Flight SQL Driver#
The Flight SQL Driver provides access to any database implementing a Arrow Flight SQL compatible endpoint.
Installation#
The Flight SQL driver is shipped as part of the Arrow C++ libraries and PyArrow. See the main Arrow project website for instructions. Version >= 11 is required.
Usage#
To connect to a database, supply the “uri” parameter when constructing
the AdbcDatabase
.
#include "adbc.h"
// Ignoring error handling
struct AdbcDatabase database;
AdbcDatabaseNew(&database, nullptr);
AdbcDatabaseSetOption(&database, "uri", "grpc://localhost:8080", nullptr);
AdbcDatabaseInit(&database, nullptr);
import pyarrow.flight_sql
with pyarrow.flight_sql.connect("grpc://localhost:8080") as conn:
pass
Supported Features#
The Flight SQL driver generally supports features defined in the ADBC API specification 1.0.0, as well as some additional, custom options.
Authentication#
The driver does no authentication by default.
The driver implements one optional authentication scheme that mimics
the Arrow Flight SQL JDBC driver.
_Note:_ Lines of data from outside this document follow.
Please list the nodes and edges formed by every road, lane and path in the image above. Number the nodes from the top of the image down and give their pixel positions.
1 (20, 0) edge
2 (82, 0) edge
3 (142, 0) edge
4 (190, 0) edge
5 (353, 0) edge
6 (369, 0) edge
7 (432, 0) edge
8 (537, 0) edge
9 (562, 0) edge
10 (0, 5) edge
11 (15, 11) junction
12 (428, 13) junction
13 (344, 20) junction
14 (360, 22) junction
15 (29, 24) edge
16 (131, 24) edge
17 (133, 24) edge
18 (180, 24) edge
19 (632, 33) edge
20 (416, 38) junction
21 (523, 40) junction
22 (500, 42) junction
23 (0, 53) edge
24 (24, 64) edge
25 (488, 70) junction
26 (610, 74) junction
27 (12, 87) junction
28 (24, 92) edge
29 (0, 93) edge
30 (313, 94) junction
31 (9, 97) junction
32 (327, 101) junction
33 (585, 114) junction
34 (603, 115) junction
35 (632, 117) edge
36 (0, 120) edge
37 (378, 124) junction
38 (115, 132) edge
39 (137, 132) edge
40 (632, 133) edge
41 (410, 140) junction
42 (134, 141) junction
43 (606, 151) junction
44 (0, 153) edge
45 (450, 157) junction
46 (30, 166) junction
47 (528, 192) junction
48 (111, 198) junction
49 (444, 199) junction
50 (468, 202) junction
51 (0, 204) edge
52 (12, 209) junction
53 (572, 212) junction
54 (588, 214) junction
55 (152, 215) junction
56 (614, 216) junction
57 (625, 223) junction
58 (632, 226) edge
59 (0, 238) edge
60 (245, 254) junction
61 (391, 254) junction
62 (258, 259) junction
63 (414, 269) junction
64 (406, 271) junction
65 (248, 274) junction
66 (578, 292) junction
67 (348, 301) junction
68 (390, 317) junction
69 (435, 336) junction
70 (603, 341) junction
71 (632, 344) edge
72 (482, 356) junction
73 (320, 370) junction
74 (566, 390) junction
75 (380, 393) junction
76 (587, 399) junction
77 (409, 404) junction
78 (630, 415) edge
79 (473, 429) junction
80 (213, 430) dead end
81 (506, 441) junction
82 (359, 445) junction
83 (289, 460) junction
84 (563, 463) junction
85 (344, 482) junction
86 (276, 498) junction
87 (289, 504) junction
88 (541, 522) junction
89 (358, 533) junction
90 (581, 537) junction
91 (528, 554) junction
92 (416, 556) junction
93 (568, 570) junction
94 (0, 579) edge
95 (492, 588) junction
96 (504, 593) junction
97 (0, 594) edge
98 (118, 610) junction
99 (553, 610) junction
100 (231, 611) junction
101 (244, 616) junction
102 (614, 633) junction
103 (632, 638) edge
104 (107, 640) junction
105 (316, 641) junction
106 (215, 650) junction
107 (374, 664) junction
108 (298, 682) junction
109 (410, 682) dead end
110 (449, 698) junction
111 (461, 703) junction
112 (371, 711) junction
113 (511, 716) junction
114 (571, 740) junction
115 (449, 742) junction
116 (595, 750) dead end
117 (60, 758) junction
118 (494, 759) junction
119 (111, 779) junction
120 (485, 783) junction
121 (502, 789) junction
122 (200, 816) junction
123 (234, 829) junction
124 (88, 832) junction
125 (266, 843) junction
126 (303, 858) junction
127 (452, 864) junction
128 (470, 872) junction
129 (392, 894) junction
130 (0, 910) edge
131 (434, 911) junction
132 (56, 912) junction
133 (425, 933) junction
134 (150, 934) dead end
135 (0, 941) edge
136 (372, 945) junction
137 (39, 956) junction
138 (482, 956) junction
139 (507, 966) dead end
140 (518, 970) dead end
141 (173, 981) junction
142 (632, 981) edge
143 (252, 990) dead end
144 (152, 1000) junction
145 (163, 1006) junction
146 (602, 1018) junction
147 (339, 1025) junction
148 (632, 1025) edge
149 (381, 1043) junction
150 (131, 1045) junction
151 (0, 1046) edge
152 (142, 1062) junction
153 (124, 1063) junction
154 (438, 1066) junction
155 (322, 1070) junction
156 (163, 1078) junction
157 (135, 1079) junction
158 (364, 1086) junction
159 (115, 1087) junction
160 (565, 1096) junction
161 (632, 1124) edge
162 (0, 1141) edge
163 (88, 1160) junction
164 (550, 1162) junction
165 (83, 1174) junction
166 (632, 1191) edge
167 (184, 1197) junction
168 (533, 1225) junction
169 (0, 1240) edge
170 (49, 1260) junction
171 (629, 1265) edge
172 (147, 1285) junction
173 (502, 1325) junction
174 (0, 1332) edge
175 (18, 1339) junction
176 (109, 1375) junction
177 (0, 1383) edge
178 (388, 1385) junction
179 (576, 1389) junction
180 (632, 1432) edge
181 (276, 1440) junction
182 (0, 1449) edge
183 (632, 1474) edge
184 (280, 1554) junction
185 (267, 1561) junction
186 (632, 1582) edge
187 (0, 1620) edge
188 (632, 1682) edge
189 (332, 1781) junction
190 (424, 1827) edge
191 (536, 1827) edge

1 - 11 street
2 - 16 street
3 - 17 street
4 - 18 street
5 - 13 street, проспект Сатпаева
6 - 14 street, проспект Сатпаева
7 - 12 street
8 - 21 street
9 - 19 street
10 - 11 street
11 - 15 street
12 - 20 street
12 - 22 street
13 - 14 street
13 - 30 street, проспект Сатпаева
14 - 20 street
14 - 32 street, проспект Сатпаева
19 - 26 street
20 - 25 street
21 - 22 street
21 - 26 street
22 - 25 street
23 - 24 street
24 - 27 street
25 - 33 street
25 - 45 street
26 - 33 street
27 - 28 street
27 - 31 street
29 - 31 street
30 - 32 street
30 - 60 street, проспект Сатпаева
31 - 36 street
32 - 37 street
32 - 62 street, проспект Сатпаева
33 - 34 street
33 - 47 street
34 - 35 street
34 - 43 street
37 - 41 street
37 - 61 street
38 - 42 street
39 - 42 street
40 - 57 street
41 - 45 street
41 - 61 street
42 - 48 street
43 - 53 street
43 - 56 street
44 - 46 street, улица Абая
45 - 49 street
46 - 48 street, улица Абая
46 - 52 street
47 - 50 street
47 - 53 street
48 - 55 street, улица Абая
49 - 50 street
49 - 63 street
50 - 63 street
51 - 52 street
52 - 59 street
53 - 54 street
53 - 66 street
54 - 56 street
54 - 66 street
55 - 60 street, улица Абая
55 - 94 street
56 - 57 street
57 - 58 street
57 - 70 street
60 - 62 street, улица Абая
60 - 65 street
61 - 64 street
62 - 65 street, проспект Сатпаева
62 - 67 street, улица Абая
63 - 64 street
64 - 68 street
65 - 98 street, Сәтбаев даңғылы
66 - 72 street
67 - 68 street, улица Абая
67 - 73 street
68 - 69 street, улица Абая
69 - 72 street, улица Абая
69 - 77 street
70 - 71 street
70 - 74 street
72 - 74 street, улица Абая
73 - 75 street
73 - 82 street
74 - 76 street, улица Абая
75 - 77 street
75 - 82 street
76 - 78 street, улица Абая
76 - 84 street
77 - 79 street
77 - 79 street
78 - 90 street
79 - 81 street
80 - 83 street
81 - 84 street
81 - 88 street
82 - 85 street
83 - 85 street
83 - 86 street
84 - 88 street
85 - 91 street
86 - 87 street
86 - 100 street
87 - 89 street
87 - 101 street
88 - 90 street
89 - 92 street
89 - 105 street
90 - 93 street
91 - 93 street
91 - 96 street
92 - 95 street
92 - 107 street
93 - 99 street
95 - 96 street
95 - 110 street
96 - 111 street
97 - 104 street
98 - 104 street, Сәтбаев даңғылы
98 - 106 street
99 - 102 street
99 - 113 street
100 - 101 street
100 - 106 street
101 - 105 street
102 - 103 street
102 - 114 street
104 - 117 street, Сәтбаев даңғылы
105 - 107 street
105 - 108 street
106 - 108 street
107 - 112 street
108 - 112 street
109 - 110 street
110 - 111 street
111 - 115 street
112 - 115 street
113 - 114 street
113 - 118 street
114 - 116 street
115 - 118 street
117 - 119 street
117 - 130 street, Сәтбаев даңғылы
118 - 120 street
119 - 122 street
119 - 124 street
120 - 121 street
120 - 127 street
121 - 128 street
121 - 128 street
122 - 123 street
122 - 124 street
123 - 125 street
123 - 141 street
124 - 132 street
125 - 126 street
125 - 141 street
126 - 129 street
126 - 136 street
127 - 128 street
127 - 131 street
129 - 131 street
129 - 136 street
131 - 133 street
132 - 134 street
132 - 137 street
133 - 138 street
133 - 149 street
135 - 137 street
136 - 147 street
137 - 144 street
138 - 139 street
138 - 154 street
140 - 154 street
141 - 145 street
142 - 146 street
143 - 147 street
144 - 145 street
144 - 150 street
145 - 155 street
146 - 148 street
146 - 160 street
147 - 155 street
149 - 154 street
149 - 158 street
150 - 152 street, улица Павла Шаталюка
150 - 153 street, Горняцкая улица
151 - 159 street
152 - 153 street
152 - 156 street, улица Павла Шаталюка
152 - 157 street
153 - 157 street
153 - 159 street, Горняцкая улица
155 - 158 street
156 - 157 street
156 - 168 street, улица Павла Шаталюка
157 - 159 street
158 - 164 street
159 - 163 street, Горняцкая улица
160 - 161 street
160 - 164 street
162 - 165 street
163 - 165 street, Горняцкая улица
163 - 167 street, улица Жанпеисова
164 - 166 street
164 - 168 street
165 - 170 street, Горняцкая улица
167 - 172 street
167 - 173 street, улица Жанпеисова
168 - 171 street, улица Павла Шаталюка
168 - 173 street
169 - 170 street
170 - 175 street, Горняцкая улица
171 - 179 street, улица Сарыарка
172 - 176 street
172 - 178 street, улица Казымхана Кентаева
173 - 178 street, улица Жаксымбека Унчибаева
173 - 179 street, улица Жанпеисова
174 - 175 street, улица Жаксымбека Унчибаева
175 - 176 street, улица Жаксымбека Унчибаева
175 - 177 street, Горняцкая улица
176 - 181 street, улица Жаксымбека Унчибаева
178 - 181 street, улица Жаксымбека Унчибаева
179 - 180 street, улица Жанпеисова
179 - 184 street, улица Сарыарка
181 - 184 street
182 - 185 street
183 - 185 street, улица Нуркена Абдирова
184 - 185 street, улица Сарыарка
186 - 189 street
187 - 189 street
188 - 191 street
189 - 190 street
This can be enabled by setting the
option arrow.flight.sql.authorization_header
on the
AdbcDatabase
. The client provides credentials by setting
the option value to the value of the authorization
header sent
from client to server. The server then responds with an
authorization
header on the first request. The value of this
header will then be sent back as the authorization
header on all
future requests.
Bulk Ingestion#
Flight SQL does not have a dedicated API for bulk ingestion of Arrow data into a given table. The driver instead constructs SQL statements to create and insert into the table.
Warning
The driver does not escape or validate the names of tables or columns. As a precaution, it instead limits identifier names to letters, numbers, and underscores. Bulk ingestion should not be used with untrusted user input.
The driver binds a batch of data at a time for efficiency. Also, the
generated SQL statements hardcode ?
as the parameter identifier.
Client Options#
The options used for creating the Flight RPC client can be customized. These options map 1:1 with the options in FlightClientOptions:
arrow.flight.sql.client_option.tls_root_certs
Override the root certificates used to validate the server’s TLS certificate.
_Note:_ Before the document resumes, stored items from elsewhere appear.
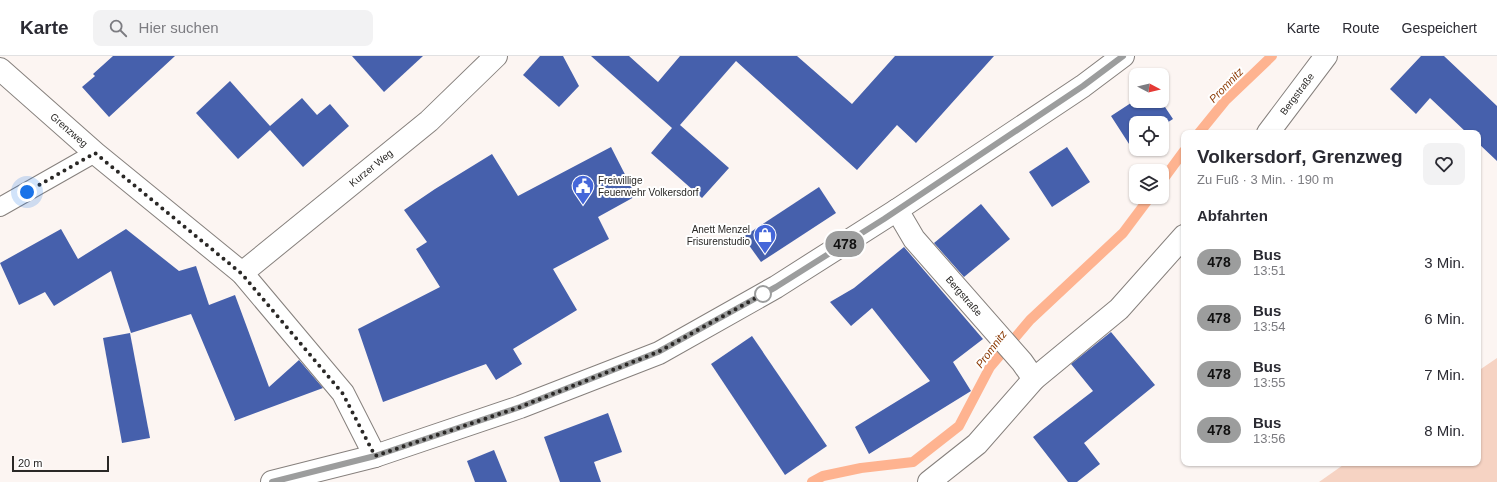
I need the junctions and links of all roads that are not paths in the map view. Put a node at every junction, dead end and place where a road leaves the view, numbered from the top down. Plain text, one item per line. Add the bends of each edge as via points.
1 (496, 56) edge
2 (1123, 56) edge
3 (1326, 56) edge
4 (0, 69) edge
5 (1270, 130) edge
6 (95, 153) junction
7 (0, 207) edge
8 (897, 210) junction
9 (1181, 239) edge
10 (242, 274) junction
11 (1028, 371) junction
12 (375, 456) junction
13 (272, 482) edge
14 (930, 482) edge

1 - 10 street, Kurzer Weg via 429,121
2 - 8 street via 1083,86
3 - 5 street, Bergstraße
4 - 6 street, Grenzweg
6 - 7 lane
6 - 10 street, Grenzweg
8 - 11 street, Bergstraße via 914,239
8 - 12 street via 776,287 658,352 520,407
9 - 11 street via 1119,310
10 - 12 street, Grenzweg via 343,394
11 - 14 street via 977,444
12 - 13 street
arrow.flight.sql.client_option.override_hostname
Override the hostname used to verify the server’s TLS certificate.
arrow.flight.sql.client_option.cert_chain
The certificate chain to use for mTLS.
arrow.flight.sql.client_option.private_key
The private key to use for mTLS.
arrow.flight.sql.client_option.generic_int_option.<OPTION_NAME>
Option prefixes used to specify generic transport-layer options.
arrow.flight.sql.client_option.generic_string_option.<OPTION_NAME>
Option prefixes used to specify generic transport-layer options.
arrow.flight.sql.client_option.disable_server_verification
Disable verification of the server’s TLS certificate. Value should be
true
orfalse
.
Custom Call Headers#
Custom HTTP headers can be attached to requests via options that apply
to AdbcDatabase
, AdbcConnection
, and
AdbcStatement
.
arrow.flight.sql.rpc.call_header.<HEADER NAME>
Add the header
<HEADER NAME>
to outgoing requests with the given value.Warning
Header names must be in all lowercase.
Distributed Result Sets#
The driver will fetch all partitions (FlightEndpoints) returned by the server, in an unspecified order (note that Flight SQL itself does not define an ordering on these partitions). If an endpoint has no locations, the data will be fetched using the original server connection. Else, the driver will try each location given, in order, until a request succeeds. If the connection or request fails, it will try the next location.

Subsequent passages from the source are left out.